→ Data excerpts
------------------------------------------------------------------------
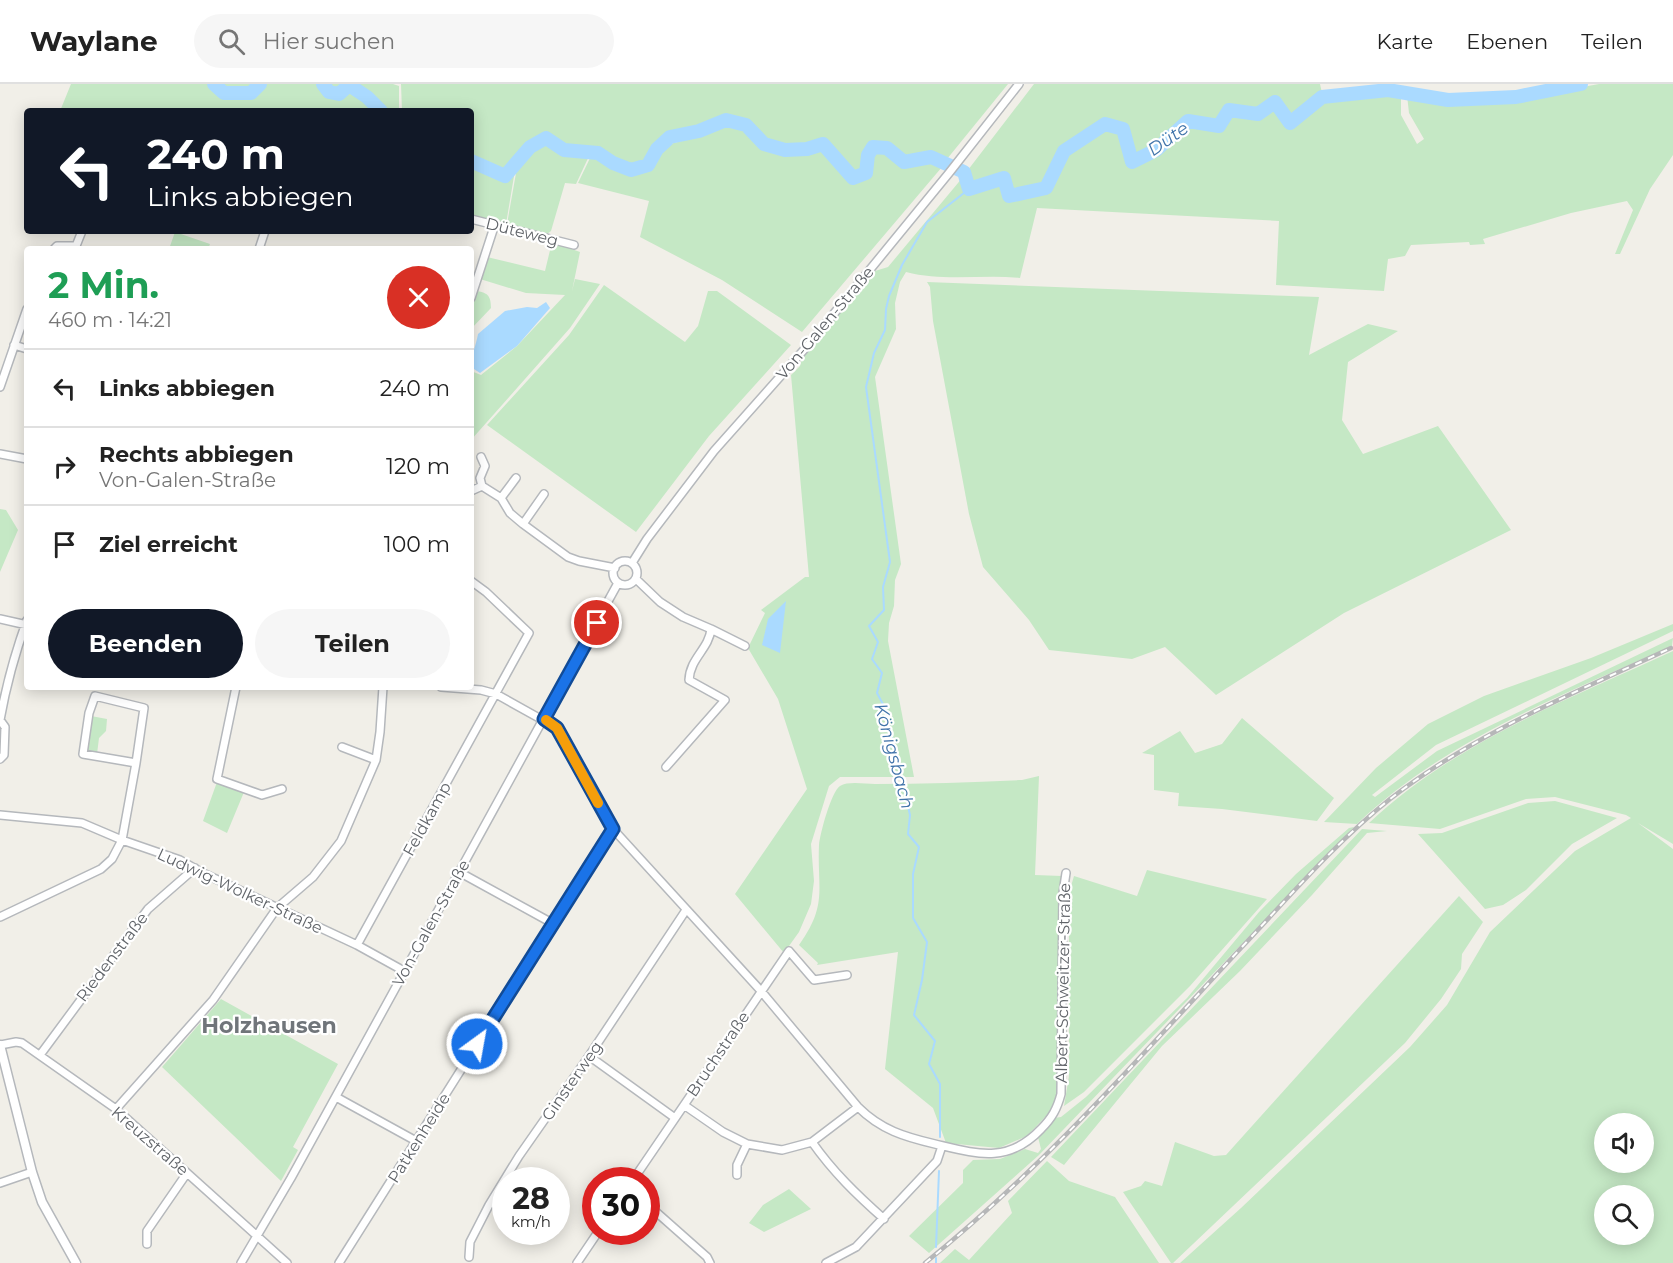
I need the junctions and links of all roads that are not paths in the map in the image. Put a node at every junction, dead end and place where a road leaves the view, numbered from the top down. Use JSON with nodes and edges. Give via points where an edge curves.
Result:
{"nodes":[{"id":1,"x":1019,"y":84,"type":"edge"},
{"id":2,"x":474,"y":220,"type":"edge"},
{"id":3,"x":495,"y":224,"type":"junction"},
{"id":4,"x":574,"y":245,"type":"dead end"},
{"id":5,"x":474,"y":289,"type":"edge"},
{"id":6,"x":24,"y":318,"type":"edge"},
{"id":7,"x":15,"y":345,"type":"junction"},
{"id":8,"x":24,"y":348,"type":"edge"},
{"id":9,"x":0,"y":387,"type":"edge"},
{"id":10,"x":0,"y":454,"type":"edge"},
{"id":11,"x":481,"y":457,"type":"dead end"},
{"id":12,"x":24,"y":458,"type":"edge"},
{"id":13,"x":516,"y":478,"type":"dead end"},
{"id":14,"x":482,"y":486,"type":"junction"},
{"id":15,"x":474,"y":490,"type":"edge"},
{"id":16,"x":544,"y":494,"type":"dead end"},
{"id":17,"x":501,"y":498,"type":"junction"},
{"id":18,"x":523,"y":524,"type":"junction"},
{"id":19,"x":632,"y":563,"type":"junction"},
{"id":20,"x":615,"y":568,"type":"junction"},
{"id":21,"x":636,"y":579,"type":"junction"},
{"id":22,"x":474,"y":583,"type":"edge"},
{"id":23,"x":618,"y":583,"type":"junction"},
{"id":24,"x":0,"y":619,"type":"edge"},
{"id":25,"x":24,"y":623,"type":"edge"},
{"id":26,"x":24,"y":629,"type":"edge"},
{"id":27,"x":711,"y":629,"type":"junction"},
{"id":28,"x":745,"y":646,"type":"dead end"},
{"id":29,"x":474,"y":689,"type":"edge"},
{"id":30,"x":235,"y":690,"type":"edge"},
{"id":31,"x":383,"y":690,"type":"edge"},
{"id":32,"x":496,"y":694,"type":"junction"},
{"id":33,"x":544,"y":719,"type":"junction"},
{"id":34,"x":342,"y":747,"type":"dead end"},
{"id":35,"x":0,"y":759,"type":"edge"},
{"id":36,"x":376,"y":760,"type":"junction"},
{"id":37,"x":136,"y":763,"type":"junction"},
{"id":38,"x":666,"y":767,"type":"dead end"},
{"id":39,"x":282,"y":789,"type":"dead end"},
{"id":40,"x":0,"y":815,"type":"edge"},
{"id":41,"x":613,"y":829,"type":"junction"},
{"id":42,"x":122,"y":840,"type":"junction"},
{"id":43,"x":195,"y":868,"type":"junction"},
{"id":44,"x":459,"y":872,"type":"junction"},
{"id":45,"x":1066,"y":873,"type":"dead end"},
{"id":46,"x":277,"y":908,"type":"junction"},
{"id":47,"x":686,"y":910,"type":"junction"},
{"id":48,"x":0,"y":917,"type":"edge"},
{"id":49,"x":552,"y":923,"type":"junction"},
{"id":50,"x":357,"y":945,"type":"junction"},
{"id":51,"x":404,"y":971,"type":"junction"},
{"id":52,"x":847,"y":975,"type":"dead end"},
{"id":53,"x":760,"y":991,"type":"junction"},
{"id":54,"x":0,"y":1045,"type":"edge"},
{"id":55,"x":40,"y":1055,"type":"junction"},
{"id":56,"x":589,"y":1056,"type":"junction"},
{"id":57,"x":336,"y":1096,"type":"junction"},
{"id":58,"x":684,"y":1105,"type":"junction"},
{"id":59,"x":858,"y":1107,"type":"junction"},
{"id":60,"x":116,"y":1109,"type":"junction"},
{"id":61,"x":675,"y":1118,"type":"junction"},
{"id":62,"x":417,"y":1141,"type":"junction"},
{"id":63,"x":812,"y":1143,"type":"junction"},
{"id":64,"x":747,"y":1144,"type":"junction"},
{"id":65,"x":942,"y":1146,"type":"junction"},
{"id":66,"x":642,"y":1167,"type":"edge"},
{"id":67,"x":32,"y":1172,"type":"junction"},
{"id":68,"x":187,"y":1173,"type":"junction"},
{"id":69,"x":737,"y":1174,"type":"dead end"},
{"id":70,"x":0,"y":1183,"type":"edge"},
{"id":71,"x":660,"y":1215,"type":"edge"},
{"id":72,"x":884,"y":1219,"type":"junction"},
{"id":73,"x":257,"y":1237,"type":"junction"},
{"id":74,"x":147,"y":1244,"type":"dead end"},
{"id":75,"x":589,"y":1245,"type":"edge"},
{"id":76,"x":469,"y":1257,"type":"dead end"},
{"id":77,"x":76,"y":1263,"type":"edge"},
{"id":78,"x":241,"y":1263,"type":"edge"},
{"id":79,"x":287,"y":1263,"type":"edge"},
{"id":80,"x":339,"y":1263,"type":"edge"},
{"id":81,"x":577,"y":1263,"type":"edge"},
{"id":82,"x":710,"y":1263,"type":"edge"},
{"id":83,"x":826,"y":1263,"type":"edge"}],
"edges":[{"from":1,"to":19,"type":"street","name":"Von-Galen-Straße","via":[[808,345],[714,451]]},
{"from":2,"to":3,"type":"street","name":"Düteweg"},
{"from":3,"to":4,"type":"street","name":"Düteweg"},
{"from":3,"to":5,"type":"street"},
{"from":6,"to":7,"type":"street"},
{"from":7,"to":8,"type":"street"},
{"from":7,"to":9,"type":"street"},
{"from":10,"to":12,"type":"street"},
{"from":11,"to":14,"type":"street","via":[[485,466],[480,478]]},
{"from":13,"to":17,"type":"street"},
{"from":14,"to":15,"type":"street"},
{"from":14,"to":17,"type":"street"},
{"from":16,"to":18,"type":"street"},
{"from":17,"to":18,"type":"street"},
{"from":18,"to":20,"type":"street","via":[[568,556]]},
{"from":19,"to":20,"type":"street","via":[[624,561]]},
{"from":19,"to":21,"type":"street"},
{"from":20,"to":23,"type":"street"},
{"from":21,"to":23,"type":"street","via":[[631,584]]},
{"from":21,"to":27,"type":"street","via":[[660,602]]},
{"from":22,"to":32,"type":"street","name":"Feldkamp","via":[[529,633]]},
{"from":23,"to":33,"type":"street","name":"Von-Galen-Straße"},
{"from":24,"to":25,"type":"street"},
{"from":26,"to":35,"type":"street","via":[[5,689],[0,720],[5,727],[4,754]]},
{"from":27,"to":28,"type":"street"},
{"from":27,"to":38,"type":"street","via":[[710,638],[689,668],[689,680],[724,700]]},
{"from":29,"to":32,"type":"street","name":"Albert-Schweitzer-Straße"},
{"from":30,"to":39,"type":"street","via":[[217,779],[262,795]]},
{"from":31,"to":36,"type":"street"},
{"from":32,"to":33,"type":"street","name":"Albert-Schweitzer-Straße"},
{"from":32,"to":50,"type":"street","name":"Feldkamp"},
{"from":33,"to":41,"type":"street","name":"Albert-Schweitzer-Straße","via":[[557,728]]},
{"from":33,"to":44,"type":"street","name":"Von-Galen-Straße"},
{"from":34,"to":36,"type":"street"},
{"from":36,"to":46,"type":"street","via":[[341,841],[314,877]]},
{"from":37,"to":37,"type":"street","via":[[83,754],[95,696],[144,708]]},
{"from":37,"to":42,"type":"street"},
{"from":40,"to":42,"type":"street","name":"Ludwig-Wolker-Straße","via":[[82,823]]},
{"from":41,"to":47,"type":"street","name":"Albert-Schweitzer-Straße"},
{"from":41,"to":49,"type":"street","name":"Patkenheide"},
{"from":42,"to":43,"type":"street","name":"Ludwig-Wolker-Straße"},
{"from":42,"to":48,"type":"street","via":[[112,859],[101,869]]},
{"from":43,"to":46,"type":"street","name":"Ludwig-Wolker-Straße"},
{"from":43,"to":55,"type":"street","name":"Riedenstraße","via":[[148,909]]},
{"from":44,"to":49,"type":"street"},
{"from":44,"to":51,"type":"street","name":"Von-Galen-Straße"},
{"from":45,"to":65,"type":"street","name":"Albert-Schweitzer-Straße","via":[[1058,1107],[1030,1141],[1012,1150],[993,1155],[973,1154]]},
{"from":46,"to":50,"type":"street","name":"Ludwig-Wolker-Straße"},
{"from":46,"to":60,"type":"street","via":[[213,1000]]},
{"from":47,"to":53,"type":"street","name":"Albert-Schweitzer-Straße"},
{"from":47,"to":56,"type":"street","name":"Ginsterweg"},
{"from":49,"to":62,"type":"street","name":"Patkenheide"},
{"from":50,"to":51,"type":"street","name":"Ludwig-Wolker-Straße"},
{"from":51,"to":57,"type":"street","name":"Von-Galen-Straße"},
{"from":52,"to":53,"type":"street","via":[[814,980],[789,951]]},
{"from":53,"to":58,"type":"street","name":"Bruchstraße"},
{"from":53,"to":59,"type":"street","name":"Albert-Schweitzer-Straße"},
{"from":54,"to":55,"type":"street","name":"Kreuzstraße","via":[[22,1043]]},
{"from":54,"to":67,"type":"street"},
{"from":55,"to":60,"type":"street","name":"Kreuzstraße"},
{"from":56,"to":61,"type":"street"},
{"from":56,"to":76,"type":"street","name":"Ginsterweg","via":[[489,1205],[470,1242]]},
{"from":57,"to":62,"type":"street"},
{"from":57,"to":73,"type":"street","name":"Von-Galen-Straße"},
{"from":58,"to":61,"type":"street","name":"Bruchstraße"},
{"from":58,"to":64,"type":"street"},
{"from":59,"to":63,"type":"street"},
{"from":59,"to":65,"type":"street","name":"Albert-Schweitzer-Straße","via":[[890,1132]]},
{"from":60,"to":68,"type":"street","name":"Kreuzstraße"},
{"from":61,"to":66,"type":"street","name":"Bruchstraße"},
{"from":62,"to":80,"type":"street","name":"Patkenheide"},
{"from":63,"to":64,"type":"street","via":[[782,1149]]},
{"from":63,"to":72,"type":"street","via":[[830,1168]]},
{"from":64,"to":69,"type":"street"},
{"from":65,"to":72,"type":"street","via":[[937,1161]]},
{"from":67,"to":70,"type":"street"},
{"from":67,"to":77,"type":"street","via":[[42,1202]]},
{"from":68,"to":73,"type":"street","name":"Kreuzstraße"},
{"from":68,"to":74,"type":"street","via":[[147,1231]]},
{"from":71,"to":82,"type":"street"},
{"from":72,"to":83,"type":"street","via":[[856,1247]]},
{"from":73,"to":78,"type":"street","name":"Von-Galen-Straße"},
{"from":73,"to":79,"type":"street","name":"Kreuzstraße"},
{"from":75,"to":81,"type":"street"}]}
------------------------------------------------------------------------
→ Your assignment
For the records above, state how many lines include the string "Ginsterweg", giving the number and nothing else.

→ Completed task
2